*** Data shown ***
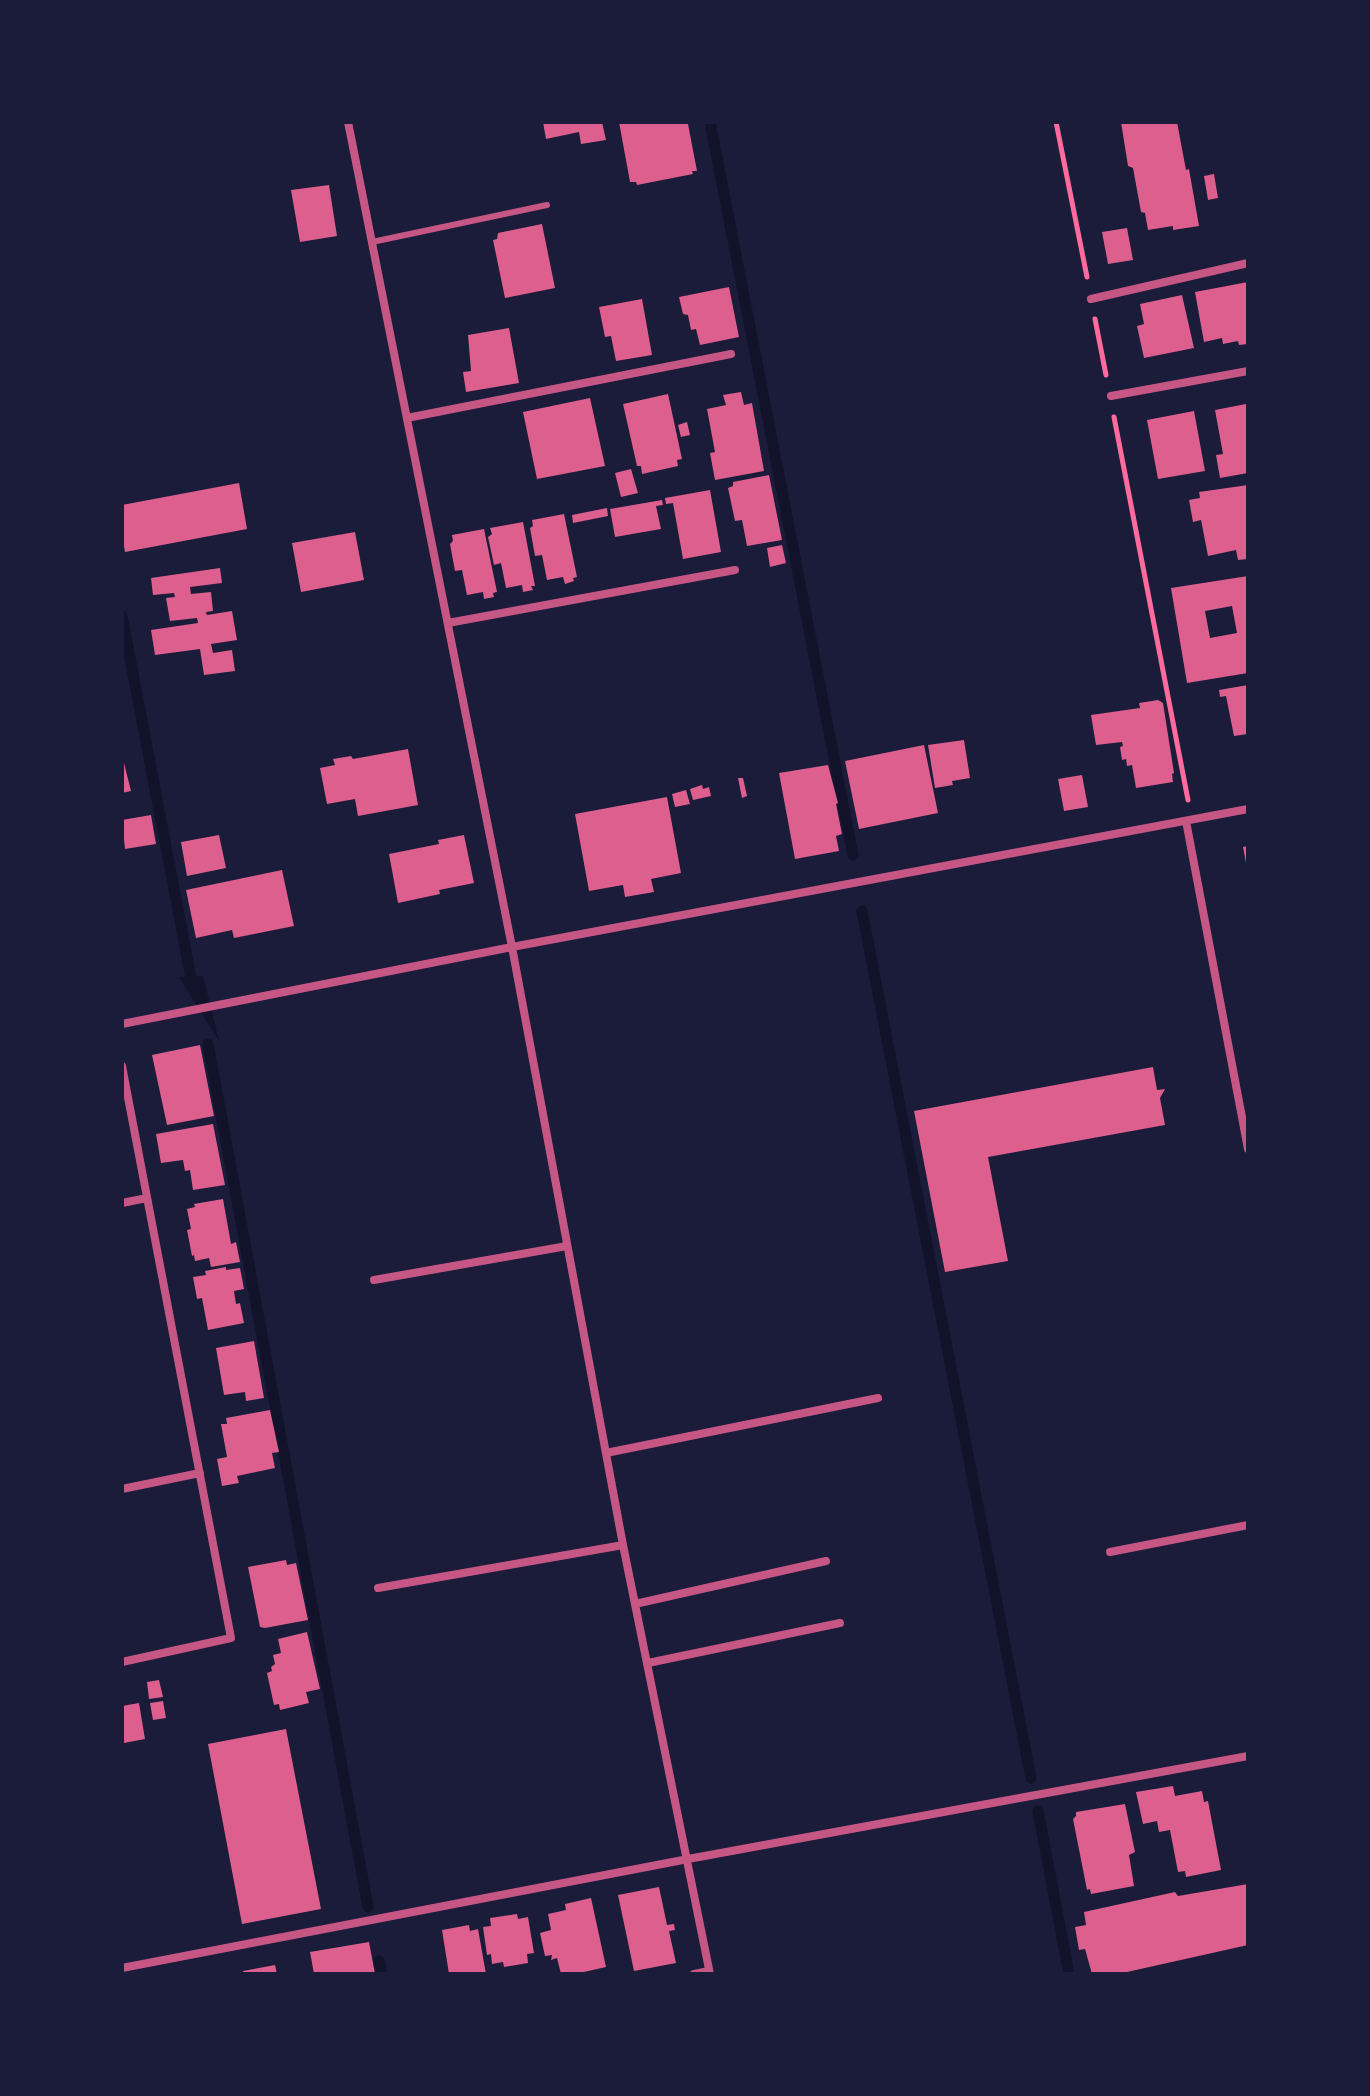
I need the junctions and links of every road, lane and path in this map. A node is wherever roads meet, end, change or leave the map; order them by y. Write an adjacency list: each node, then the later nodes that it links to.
1 (348, 122): 4 (street)
2 (1056, 122): 6 (path)
3 (547, 205): 4 (lane)
4 (372, 242): 10 (street)
5 (1248, 263): 6 (street)
6 (1091, 299): 9 (path)
7 (731, 354): 10 (street)
8 (1248, 371): 9 (street)
9 (1111, 396): 14 (path)
10 (407, 418): 12 (street)
11 (735, 570): 12 (street)
12 (448, 623): 15 (street)
13 (1248, 809): 14 (street)
14 (1189, 821): 15 (street); 18 (street)
15 (512, 947): 16 (street); 21 (street)
16 (122, 1024)
17 (122, 1066): 19 (street)
18 (1248, 1149)
19 (147, 1198): 20 (street); 25 (street)
20 (122, 1203)
21 (567, 1246): 22 (street); 24 (street)
22 (374, 1280)
23 (878, 1398): 24 (street)
24 (606, 1453): 28 (street)
25 (200, 1473): 26 (street); 34 (street)
26 (122, 1489)
27 (1248, 1525): 29 (street)
28 (623, 1545): 31 (street); 32 (street)
29 (1110, 1552)
30 (826, 1561): 32 (street)
31 (378, 1588)
32 (635, 1604): 35 (street)
33 (840, 1623): 35 (street)
34 (122, 1662)
35 (648, 1663): 37 (street)
36 (1248, 1756): 37 (street)
37 (688, 1859): 38 (street); 39 (street)
38 (122, 1968)
39 (710, 1972): 40 (street)
40 (694, 1974)

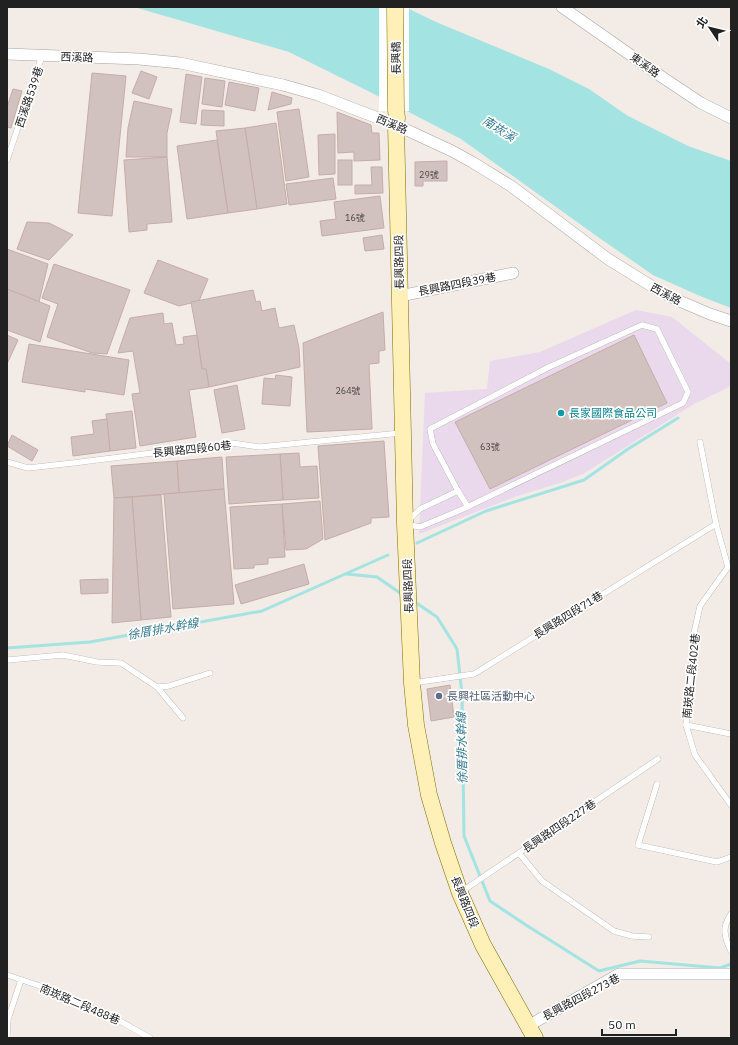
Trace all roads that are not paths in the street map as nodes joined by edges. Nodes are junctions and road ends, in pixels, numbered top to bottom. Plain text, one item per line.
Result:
1 (395, 7) edge
2 (562, 7) edge
3 (7, 54) edge
4 (42, 56) junction
5 (396, 117) junction
6 (731, 118) edge
7 (7, 160) edge
8 (513, 273) dead end
9 (400, 296) junction
10 (731, 321) edge
11 (402, 432) junction
12 (700, 442) dead end
13 (7, 462) edge
14 (458, 491) junction
15 (468, 507) junction
16 (405, 524) junction
17 (716, 524) junction
18 (729, 568) edge
19 (7, 660) edge
20 (210, 673) dead end
21 (412, 683) junction
22 (157, 687) junction
23 (183, 718) dead end
24 (686, 725) junction
25 (731, 734) edge
26 (658, 759) dead end
27 (657, 784) dead end
28 (731, 805) edge
29 (519, 853) junction
30 (731, 857) edge
31 (460, 893) junction
32 (731, 914) edge
33 (649, 936) dead end
34 (731, 951) edge
35 (731, 974) edge
36 (7, 975) edge
37 (21, 980) junction
38 (532, 1032) edge
39 (7, 1037) edge
40 (148, 1037) edge

1 - 5 street, 長興橋
2 - 6 street, 東溪路
3 - 4 street, 西溪路
4 - 5 street, 西溪路
4 - 7 lane, 西溪路539巷
5 - 9 street, 長興路四段
5 - 10 street, 西溪路
8 - 9 street, 長興路四段39巷
9 - 11 street, 長興路四段
11 - 13 lane, 長興路四段60巷
11 - 16 street, 長興路四段
12 - 17 lane
14 - 15 lane
14 - 15 lane
14 - 16 lane
15 - 16 lane
16 - 21 street, 長興路四段
17 - 18 lane
17 - 21 lane, 長興路四段71巷
18 - 24 lane, 南崁路二段402巷
19 - 22 lane
20 - 22 lane
21 - 31 street, 長興路四段
22 - 23 lane
24 - 25 lane
24 - 28 lane, 南崁路二段402巷
26 - 29 lane, 長興路四段227巷
27 - 30 lane
29 - 31 lane, 長興路四段227巷
29 - 33 lane
31 - 38 street, 長興路四段
32 - 34 lane
35 - 38 street, 長興路四段273巷
36 - 37 lane, 南崁路二段488巷
37 - 39 lane
37 - 40 lane, 南崁路二段488巷

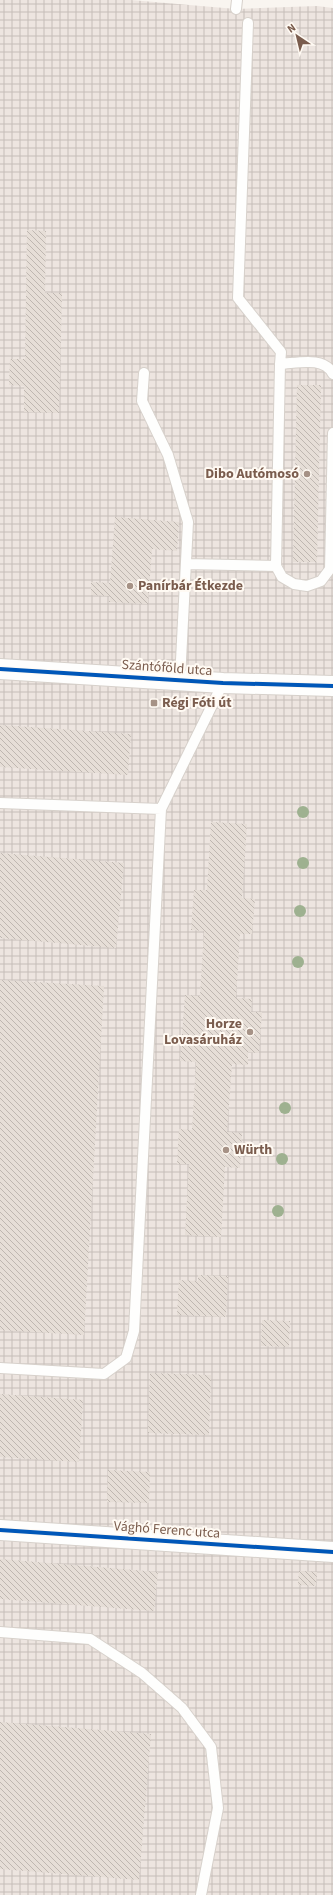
*** End of Data shown ***
Output each line above exactly as it stands, omitting the pictures.

I need the junctions and links of every road, lane and path in this map. A node is wherever roads meet, end, change or leave the map; order them by y. Write an adjacency list: each node, then the later nodes that it links to.
1 (348, 122): 4 (street)
2 (1056, 122): 6 (path)
3 (547, 205): 4 (lane)
4 (372, 242): 10 (street)
5 (1248, 263): 6 (street)
6 (1091, 299): 9 (path)
7 (731, 354): 10 (street)
8 (1248, 371): 9 (street)
9 (1111, 396): 14 (path)
10 (407, 418): 12 (street)
11 (735, 570): 12 (street)
12 (448, 623): 15 (street)
13 (1248, 809): 14 (street)
14 (1189, 821): 15 (street); 18 (street)
15 (512, 947): 16 (street); 21 (street)
16 (122, 1024)
17 (122, 1066): 19 (street)
18 (1248, 1149)
19 (147, 1198): 20 (street); 25 (street)
20 (122, 1203)
21 (567, 1246): 22 (street); 24 (street)
22 (374, 1280)
23 (878, 1398): 24 (street)
24 (606, 1453): 28 (street)
25 (200, 1473): 26 (street); 34 (street)
26 (122, 1489)
27 (1248, 1525): 29 (street)
28 (623, 1545): 31 (street); 32 (street)
29 (1110, 1552)
30 (826, 1561): 32 (street)
31 (378, 1588)
32 (635, 1604): 35 (street)
33 (840, 1623): 35 (street)
34 (122, 1662)
35 (648, 1663): 37 (street)
36 (1248, 1756): 37 (street)
37 (688, 1859): 38 (street); 39 (street)
38 (122, 1968)
39 (710, 1972): 40 (street)
40 (694, 1974)

Trace all roads that are not paths in the street map as nodes joined by edges. Nodes are junctions and road ends, in pixels, numbered top to bottom. Plain text, one item per line.
Result:
1 (395, 7) edge
2 (562, 7) edge
3 (7, 54) edge
4 (42, 56) junction
5 (396, 117) junction
6 (731, 118) edge
7 (7, 160) edge
8 (513, 273) dead end
9 (400, 296) junction
10 (731, 321) edge
11 (402, 432) junction
12 (700, 442) dead end
13 (7, 462) edge
14 (458, 491) junction
15 (468, 507) junction
16 (405, 524) junction
17 (716, 524) junction
18 (729, 568) edge
19 (7, 660) edge
20 (210, 673) dead end
21 (412, 683) junction
22 (157, 687) junction
23 (183, 718) dead end
24 (686, 725) junction
25 (731, 734) edge
26 (658, 759) dead end
27 (657, 784) dead end
28 (731, 805) edge
29 (519, 853) junction
30 (731, 857) edge
31 (460, 893) junction
32 (731, 914) edge
33 (649, 936) dead end
34 (731, 951) edge
35 (731, 974) edge
36 (7, 975) edge
37 (21, 980) junction
38 (532, 1032) edge
39 (7, 1037) edge
40 (148, 1037) edge

1 - 5 street, 長興橋
2 - 6 street, 東溪路
3 - 4 street, 西溪路
4 - 5 street, 西溪路
4 - 7 lane, 西溪路539巷
5 - 9 street, 長興路四段
5 - 10 street, 西溪路
8 - 9 street, 長興路四段39巷
9 - 11 street, 長興路四段
11 - 13 lane, 長興路四段60巷
11 - 16 street, 長興路四段
12 - 17 lane
14 - 15 lane
14 - 15 lane
14 - 16 lane
15 - 16 lane
16 - 21 street, 長興路四段
17 - 18 lane
17 - 21 lane, 長興路四段71巷
18 - 24 lane, 南崁路二段402巷
19 - 22 lane
20 - 22 lane
21 - 31 street, 長興路四段
22 - 23 lane
24 - 25 lane
24 - 28 lane, 南崁路二段402巷
26 - 29 lane, 長興路四段227巷
27 - 30 lane
29 - 31 lane, 長興路四段227巷
29 - 33 lane
31 - 38 street, 長興路四段
32 - 34 lane
35 - 38 street, 長興路四段273巷
36 - 37 lane, 南崁路二段488巷
37 - 39 lane
37 - 40 lane, 南崁路二段488巷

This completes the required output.